Military administrative boards, such as enlisted administrative separation boards and officer boards of inquiry, decide whether a service member should be retained or separated and how any separation should be characterized. These boards do not follow the strict evidentiary rules that govern a court-martial, which leads many people to assume that anything a command gathers can be put in front of the board. That assumption is too simple. When a command coordinates improperly with civilian investigators, it can create problems that affect what the board may rely on and whether its decision can withstand later challenge.
How evidence works at an administrative board
The first thing to understand is the evidentiary standard. Administrative separation boards and boards of inquiry are not bound by the Military Rules of Evidence. Evidence is generally admissible if it is relevant, and the board may consider material that would be excluded in a criminal trial, including hearsay and various reports. Witnesses may testify, the respondent may cross-examine, and counsel may argue, but the board operates under a relevance-based approach rather than the formal rules of a court-martial.
Because the threshold is relevance rather than strict admissibility, evidence produced through cooperation with civilian law enforcement, such as police reports or investigative findings, is often allowed before the board. The mere fact that civilian investigators were involved does not make their work inadmissible.
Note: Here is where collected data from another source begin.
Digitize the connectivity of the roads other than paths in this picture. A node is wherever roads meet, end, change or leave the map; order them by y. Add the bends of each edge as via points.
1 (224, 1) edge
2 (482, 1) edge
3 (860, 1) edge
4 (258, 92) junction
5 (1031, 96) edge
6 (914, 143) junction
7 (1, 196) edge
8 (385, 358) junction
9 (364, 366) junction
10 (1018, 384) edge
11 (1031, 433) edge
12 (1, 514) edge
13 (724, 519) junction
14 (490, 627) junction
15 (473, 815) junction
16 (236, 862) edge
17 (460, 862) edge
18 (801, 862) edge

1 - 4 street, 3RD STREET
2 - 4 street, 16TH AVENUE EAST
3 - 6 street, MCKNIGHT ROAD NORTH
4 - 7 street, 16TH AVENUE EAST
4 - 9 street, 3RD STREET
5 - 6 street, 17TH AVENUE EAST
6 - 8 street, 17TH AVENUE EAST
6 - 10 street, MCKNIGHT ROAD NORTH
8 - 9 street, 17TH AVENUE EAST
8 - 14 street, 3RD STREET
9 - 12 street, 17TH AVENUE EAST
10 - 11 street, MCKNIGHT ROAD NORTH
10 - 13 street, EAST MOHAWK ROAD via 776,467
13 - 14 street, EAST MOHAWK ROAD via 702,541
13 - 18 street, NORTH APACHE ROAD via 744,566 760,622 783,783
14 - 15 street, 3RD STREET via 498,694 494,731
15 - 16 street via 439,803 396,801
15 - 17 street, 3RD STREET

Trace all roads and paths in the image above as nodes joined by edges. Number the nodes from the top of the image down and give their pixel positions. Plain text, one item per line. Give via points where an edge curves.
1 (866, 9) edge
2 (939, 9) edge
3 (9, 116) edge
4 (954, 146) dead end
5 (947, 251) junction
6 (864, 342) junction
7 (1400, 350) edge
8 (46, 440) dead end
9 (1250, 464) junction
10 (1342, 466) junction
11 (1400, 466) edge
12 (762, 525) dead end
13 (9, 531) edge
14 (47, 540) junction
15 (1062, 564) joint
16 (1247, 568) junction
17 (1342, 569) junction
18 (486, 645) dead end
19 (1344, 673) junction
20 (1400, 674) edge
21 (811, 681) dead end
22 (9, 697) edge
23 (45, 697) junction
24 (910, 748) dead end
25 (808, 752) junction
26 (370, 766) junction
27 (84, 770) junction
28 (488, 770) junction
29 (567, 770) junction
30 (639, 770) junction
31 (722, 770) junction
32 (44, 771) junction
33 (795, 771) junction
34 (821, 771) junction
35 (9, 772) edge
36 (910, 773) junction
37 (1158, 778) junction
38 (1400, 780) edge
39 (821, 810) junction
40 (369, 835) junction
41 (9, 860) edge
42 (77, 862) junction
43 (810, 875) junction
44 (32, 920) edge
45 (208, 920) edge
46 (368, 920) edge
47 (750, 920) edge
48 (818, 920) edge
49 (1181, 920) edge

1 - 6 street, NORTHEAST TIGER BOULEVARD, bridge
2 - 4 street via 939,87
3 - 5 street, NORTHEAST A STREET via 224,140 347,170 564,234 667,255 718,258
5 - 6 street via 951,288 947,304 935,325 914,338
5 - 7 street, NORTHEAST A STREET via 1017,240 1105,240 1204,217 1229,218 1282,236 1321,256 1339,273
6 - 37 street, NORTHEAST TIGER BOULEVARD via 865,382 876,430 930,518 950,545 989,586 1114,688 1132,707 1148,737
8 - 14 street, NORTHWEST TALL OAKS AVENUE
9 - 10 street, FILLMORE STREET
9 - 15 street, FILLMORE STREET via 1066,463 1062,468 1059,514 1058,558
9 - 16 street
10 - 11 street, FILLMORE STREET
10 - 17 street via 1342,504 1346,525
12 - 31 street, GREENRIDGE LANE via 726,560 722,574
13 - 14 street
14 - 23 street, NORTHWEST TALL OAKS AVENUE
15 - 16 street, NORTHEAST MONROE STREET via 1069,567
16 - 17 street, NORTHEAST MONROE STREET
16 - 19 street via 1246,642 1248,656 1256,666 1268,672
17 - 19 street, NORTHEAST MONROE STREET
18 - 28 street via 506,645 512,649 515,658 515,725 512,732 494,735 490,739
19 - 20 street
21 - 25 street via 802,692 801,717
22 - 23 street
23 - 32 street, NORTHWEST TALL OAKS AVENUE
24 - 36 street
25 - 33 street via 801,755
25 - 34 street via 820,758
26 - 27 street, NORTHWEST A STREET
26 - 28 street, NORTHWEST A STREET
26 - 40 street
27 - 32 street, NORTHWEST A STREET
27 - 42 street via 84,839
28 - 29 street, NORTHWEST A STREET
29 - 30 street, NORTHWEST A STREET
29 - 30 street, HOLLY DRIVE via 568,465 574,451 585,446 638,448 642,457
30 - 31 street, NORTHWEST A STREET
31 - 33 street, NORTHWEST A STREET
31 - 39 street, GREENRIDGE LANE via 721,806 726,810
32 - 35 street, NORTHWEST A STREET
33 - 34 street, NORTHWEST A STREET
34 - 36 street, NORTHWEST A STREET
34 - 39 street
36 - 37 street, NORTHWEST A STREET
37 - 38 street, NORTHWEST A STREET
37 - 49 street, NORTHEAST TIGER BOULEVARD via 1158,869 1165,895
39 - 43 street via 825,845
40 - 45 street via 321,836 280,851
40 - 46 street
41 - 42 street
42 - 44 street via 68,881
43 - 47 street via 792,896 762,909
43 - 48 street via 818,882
Where improper coordination causes problems
The real concern is not coordination itself, which is often lawful and routine, but improper coordination that taints the fairness of the process or the reliability of the evidence. Several distinct issues can arise.
One is unlawful command influence. Article 37 of the Uniform Code of Military Justice prohibits a person subject to the code from using authority to coerce or, by unauthorized means, influence the action of a court-martial or other proceeding, and it bars deterring witnesses from participating in the investigatory process or from testifying. While Article 37 is framed around courts-martial, the principle that command may not improperly steer the outcome of a proceeding informs the fairness review of administrative actions as well. If a command pressures civilian investigators or shapes their findings to produce a predetermined result, or discourages witnesses from cooperating, the integrity of the evidence and the board can be called into question.
A second issue is constitutional and statutory limits on how evidence is obtained. If civilian investigators acting in coordination with …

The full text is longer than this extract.